The collaboration illustrates a recent trend among automakers to do more with the data they’re capturing from drivers. Automakers have thrown a lot of technology into cars in a bid to catch up to the functionality of smartphones, on which people have come to rely.

But adding more technology hasn’t always translated into car sales. It’s no longer enough to have a car with Wi-Fi or a Bluetooth connection that allows a driver to pair their smartphone to the car. The most valuable tech is easy to use, intuitive, and integrated with other apps or services.

For more on connected cars, watch:

Toyota is hoping that a car embedded with technology that can bring together all the disparate facets of a person’s life—work, home, fun—will lead to brand loyalty and more sales.

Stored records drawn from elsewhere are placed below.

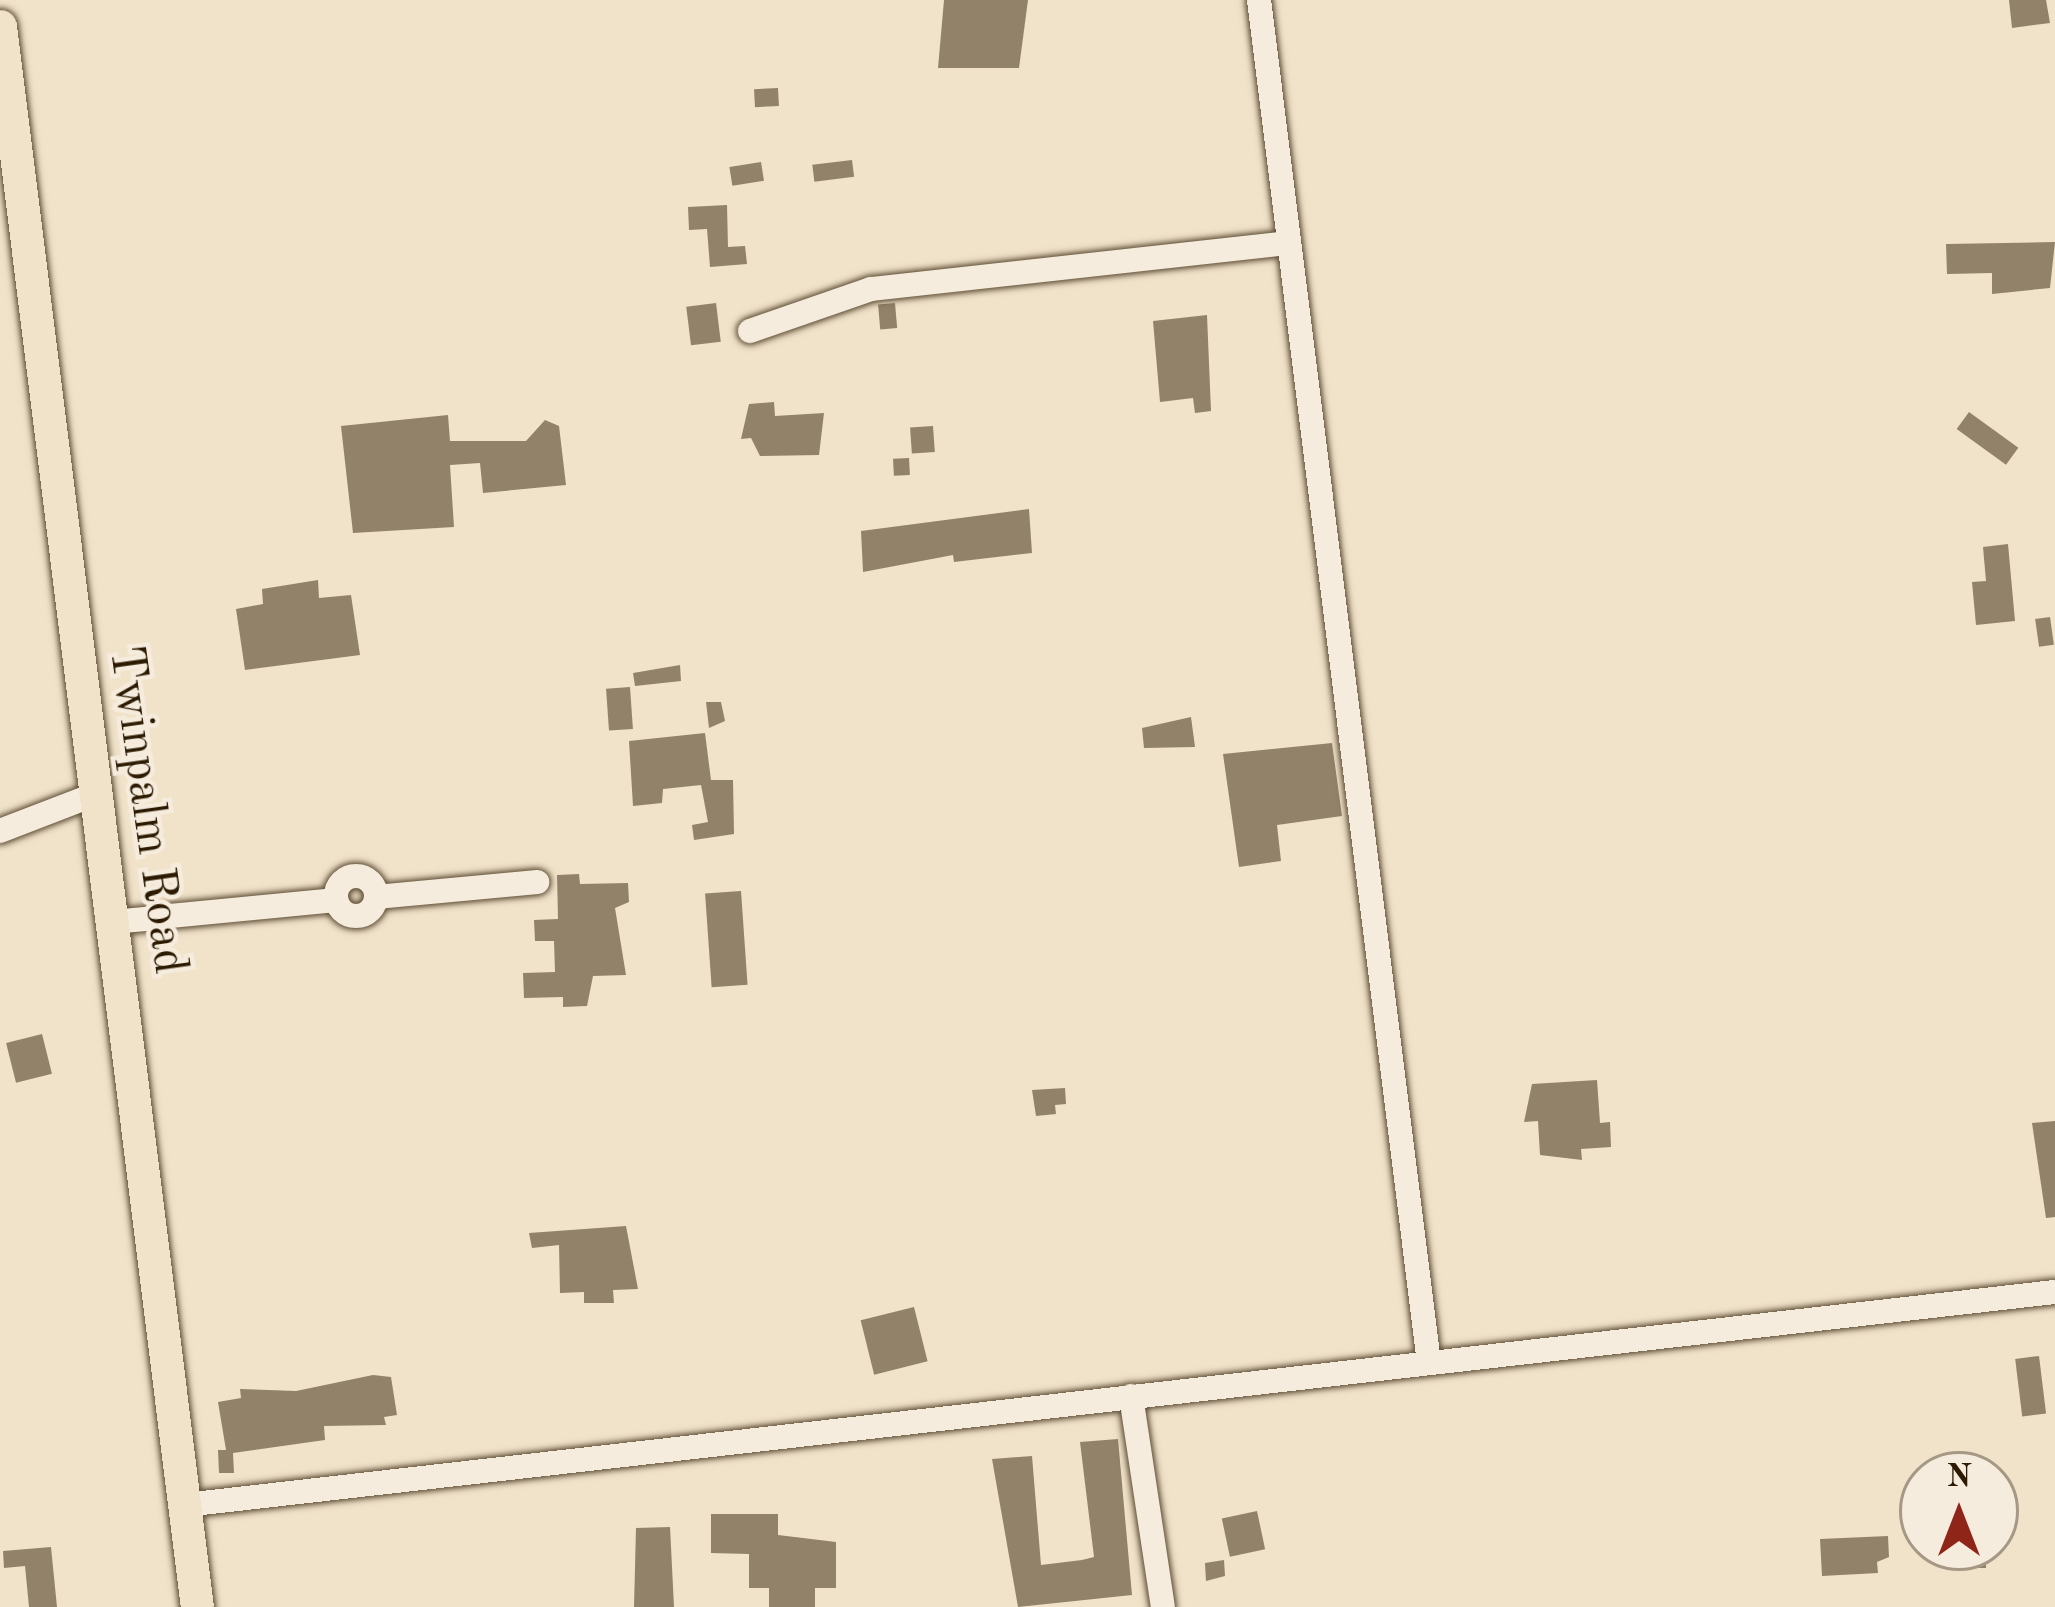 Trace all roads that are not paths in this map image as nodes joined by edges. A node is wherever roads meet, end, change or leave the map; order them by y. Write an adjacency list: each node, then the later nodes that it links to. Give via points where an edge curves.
1 (1259, 0): 4 (street)
2 (0, 26): 3 (main road, Twinpalm Road)
3 (11, 208): 6 (main road, Twinpalm Road)
4 (1286, 243): 5 (street, via 871,289); 11 (street)
5 (749, 331)
6 (96, 794): 7 (street); 9 (main road, Twinpalm Road)
7 (0, 831)
8 (537, 882): 9 (street, via 376,897 372,883 357,875 343,880 336,900)
9 (112, 922): 13 (main road, Twinpalm Road)
10 (2055, 1292): 11 (street)
11 (1430, 1362): 12 (street)
12 (1131, 1396): 13 (street); 15 (street)
13 (185, 1504): 14 (main road, Twinpalm Road)
14 (197, 1607)
15 (1162, 1607)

The Japanese automaker has ramped up its investment in data, software development, and artificial intelligence in the past year. Toyota said in September it would invest $50 million in artificial intelligence in a partnership with Stanford University and the Massachusetts Institute of Technology to create two joint research centers focused on using technology to make driving safer. Toyota also committed to devoting $1 billion over five years to the “Toyota Research Institute,” a Silicon Valley-based AI research center.

Toyota announced in October that it wants to put self-driving cars on the road by 2020. Since then, the car giant has bought a 3% stake for $8.2 million in Tokyo-based artificial intelligence firm Preferred Networks and Jaybridge Robotics, a Cambridge, Mass.-based artificial intelligence software firm.

Correction: 6:10 p.m. The initial version of this story incorrectly referred to this as a joint venture. It is a collaboration. The story has been updated.